GVI Allocation Falls Short Again in Support for Hospitals

CEO Doug Koch talks about the FY 2024 budget request for the Gov. Juan Luis Hospital. (Webex screenshot)

The government of the Virgin Islands, by law, is mandated to cover unpaid medical care at the territory’s hospitals, but each year, the margin gets narrower or exceeds the appropriation.

Last month, the Gov. Juan Luis Hospital and Schneider Regional Medical Center presented their budget proposals to the 35th Legislature for fiscal year 2024 and talked about how they have used their funding to try to make ends meet.

On Wednesday, the chief executive officers shared their presentations with the V.I. Government Hospital and Health Facilities Corporation Territorial Board.

Tina Comissiong, CEO at SRMC, presented a budget of $105.7 million that included the Senate’s allotment of $31 million.
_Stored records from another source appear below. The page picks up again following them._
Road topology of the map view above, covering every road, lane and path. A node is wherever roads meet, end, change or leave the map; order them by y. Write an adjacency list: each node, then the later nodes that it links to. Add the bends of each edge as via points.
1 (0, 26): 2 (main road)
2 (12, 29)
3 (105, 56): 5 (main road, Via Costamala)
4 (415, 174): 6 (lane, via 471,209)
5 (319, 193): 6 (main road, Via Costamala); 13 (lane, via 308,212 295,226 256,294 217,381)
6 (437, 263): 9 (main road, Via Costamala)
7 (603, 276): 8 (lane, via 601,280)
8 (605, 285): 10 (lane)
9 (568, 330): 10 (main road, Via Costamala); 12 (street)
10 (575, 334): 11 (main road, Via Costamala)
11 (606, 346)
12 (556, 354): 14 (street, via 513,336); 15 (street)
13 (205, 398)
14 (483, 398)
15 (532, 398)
By law, the purpose of the Senate allocation is to cover uncompensated care, which Comissiong projected to be $27 million in FY 2024. The local Medicaid match should be $3.1 million, she added, which pushes the hospital’s budget to the limit.

The CEO told the Senate that SRMC’s bi-weekly payroll is $2.1 million and that salaries and wages for next year are budgeted at $52.3 million with $19.6 million in fringe benefits. Salaries and fringes comprise around 68 percent of the total operating budget.

“Then we spoke about our efforts to improve our financial position, specifically about increasing our revenue. We described the success we’ve had over this fiscal year at improving our actual collections and the work that we’re doing within revenue cycles to collect more than we already do.”

The reduction methods were also shared with the board members by Comissiong. Costs should drop by hiring full-time workers rather than using contract labor at the cost of $11.4 million annually. She said SRMC will continue to need contract labor and reduced her FY 2024 budget to a little over $9 million for so-called travelers.

Doug Koch, CEO of Juan Luis, said they presented a balanced budget of $88,116,899, including the presumed governmental allotment of $26.75 million. The 2023 uncompensated care at the St. Croix hospital could be as much as $35.9 million, leaving a $7.1 million shortfall.

Salaries for 2023 are projected to be $35,644,028 million with fringe benefits of $25,487,113, according to Koch.

Also, in an attempt to reduce costs, Koch displayed a graphic showing the dramatic reduction in accounts payable from more than $55 million in 2019 to $17 million in 2023.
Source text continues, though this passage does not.